Presiden Prabowo Beri Ultimatum Keras kepada TNI-Polri: “Rakyat yang Memberi Makan Kalian!”
Jakarta – Presiden Prabowo Subianto mengeluarkan ultimatum keras kepada jajaran TNI dan Polri dalam Rapat Pimpinan (Rapim) yang digelar pada Kamis (30/1/2024). Dalam pidatonya, Prabowo menegaskan bahwa rakyatlah yang memberi makan para tentara dan polisi, sekaligus memberikan kewenangan kepada mereka untuk memegang senjata.
“Kalian harus ingat, rakyat yang memberi makan kalian. Rakyat yang memberi kewenangan kepada kalian untuk memonopoli senjata. Karena itu, tidak ada alasan untuk tidak mengabdi kepada rakyat!” tegas Prabowo dalam forum yang dihadiri petinggi TNI dan Polri.
Presiden menekankan bahwa baik TNI maupun Polri harus memiliki kesetiaan mutlak kepada bangsa dan negara, bukan pada kepentingan pribadi atau kelompok tertentu.
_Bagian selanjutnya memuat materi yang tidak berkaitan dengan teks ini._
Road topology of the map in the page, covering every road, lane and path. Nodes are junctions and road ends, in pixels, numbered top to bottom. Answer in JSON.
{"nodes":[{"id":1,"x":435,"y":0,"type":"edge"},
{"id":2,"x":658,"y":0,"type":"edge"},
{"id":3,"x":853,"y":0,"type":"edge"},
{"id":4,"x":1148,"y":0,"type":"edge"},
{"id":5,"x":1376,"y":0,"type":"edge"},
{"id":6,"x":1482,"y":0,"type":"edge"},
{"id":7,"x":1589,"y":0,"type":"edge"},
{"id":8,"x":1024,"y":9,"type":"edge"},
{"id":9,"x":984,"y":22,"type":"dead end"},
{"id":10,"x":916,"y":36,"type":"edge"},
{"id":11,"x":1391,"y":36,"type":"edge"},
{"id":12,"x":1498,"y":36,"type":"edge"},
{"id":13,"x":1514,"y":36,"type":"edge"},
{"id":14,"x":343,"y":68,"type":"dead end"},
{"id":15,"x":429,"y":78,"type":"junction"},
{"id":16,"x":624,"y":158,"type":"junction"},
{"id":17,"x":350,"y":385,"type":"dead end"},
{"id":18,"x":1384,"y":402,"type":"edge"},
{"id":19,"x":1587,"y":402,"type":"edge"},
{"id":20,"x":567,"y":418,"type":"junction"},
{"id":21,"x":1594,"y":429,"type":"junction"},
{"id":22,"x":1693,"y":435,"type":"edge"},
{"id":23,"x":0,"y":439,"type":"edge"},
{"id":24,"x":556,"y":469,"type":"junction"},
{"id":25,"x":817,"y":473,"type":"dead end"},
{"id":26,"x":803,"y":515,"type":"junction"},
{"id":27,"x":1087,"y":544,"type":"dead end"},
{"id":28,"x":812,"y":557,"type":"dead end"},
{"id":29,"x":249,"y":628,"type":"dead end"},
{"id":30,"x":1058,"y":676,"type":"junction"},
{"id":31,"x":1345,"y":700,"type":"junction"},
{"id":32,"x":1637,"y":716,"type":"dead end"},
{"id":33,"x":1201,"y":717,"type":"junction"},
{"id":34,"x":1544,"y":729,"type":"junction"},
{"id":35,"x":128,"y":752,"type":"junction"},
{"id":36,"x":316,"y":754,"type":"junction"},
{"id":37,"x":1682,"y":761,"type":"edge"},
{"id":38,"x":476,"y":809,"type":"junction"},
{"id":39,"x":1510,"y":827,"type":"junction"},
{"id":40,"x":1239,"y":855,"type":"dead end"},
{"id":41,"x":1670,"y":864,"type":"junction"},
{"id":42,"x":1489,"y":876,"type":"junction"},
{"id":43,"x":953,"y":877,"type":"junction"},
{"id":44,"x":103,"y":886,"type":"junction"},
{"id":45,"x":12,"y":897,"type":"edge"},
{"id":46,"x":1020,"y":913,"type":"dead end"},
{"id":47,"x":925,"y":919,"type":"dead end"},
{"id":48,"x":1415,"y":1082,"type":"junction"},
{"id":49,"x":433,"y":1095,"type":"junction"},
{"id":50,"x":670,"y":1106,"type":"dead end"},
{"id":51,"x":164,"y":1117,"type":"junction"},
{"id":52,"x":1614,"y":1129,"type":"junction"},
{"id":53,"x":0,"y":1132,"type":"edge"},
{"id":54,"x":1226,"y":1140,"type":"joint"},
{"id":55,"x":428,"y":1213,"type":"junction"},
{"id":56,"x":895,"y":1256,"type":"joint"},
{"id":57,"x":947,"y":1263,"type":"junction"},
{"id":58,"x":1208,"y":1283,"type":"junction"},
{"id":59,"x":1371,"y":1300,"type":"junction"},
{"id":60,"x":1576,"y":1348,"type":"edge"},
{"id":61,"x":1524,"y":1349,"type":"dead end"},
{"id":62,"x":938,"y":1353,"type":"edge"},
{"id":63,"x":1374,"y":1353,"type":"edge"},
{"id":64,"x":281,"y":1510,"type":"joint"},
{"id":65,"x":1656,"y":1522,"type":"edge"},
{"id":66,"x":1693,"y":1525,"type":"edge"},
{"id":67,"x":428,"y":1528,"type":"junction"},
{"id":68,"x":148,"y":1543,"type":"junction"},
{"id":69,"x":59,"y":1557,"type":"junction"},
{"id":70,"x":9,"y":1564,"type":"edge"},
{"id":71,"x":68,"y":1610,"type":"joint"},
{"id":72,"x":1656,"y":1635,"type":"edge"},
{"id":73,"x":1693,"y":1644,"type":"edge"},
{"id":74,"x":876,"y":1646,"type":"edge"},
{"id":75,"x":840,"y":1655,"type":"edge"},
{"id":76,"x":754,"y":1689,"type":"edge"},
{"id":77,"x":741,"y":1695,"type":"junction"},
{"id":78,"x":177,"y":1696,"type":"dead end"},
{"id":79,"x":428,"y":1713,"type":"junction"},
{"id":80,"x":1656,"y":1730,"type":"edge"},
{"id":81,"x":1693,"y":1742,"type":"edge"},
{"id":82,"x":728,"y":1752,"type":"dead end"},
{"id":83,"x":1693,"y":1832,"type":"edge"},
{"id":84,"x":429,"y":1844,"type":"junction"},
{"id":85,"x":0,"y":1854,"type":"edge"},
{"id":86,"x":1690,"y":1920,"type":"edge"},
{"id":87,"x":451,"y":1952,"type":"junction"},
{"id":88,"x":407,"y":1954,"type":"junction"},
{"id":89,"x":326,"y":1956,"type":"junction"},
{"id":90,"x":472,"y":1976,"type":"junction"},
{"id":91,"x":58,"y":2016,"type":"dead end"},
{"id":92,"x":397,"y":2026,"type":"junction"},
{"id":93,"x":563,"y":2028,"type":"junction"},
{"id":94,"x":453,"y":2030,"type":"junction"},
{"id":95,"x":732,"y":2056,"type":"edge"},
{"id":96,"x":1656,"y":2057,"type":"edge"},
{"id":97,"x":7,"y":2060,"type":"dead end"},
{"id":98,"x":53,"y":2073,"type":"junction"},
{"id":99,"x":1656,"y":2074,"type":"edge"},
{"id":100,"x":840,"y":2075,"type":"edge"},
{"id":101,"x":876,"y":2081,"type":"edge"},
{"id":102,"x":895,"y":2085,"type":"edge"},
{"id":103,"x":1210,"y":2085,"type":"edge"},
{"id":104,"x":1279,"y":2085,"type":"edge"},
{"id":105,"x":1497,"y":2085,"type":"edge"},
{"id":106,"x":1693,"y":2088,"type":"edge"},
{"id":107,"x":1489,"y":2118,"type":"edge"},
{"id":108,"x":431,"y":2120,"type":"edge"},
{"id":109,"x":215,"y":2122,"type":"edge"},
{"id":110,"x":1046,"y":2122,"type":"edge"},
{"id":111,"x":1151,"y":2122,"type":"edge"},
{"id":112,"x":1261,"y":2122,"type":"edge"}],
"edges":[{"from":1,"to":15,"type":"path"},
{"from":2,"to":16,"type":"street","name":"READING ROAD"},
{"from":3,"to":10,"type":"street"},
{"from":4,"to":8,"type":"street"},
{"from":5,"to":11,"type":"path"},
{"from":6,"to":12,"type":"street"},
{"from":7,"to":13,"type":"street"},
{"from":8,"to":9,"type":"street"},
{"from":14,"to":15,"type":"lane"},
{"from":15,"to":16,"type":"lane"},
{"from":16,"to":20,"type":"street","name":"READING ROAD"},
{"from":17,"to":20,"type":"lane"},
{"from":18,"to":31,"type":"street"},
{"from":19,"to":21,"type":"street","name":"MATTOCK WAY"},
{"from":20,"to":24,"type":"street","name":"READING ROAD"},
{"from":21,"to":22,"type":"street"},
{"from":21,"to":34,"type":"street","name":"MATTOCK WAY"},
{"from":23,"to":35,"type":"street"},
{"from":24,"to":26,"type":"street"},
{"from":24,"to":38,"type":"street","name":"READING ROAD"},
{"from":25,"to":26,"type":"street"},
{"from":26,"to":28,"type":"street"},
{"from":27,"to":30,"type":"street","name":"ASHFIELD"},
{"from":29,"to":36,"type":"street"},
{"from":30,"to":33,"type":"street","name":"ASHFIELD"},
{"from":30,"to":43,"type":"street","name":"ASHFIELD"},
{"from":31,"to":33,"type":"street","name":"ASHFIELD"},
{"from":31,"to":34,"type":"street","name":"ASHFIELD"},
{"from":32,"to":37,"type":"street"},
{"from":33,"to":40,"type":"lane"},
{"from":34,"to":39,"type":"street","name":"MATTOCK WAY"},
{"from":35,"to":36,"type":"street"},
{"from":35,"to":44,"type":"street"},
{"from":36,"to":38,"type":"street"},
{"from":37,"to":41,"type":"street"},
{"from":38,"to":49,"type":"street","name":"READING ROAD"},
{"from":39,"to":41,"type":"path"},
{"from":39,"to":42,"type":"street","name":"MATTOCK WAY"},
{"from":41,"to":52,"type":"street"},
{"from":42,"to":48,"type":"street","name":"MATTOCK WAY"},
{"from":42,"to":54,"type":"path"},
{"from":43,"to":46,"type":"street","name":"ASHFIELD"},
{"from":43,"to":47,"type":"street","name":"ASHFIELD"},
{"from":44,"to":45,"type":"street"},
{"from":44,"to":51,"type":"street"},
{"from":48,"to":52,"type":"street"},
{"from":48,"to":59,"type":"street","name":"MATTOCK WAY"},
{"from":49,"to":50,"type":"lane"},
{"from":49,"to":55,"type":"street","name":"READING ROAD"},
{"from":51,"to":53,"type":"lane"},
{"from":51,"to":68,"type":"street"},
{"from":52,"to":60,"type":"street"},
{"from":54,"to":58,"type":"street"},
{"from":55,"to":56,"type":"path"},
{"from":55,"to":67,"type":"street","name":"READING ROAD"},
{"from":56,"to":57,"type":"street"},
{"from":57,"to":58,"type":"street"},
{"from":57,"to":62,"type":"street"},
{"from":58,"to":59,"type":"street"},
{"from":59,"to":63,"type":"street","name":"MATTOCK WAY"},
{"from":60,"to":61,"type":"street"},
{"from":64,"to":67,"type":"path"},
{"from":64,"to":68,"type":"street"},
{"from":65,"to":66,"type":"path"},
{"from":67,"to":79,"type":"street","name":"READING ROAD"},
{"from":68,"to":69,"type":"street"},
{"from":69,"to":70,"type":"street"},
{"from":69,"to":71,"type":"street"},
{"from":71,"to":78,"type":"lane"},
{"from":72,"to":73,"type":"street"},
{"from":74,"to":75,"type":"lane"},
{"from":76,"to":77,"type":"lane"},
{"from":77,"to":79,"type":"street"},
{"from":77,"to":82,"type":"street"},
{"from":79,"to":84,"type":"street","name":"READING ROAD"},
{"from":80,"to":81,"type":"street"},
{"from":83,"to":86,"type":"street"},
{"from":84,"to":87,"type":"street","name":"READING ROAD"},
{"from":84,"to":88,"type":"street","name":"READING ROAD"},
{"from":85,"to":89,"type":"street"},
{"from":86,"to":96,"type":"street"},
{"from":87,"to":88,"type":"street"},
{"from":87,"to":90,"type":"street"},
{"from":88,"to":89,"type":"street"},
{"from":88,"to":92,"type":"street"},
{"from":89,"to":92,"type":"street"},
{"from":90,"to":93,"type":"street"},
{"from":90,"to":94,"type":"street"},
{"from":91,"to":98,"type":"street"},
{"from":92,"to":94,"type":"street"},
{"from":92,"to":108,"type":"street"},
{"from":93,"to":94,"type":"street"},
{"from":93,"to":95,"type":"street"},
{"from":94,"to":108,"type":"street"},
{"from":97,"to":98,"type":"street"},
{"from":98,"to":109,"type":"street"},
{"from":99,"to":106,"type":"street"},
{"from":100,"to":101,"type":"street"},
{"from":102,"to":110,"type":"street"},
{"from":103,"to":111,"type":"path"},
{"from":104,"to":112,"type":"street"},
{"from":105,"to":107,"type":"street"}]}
Ia juga mengingatkan bahwa institusi keamanan tidak boleh melupakan akar pengabdian mereka, yaitu melindungi dan melayani rakyat Indonesia.
Ultimatum ini menjadi sorotan di tengah berbagai tantangan yang dihadapi sektor pertahanan dan keamanan, termasuk isu kedisiplinan, netralitas, serta profesionalisme aparat. Dengan nada serius, Prabowo mengingatkan agar tidak ada oknum yang menyalahgunakan kekuasaan dan wewenang yang telah diberikan oleh negara.
Rapim TNI-Polri 2024 ini menjadi momentum bagi Presiden Prabowo untuk menegaskan visi kepemimpinannya dalam menjaga stabilitas dan keamanan nasional. Ia meminta seluruh jajaran TNI dan Polri untuk bekerja dengan integritas, loyalitas, dan dedikasi penuh kepada rakyat Indonesia.
“Tugas kalian adalah menjaga negeri ini. Jangan pernah lupa kepada siapa kalian bertanggung jawab!” pungkasnya.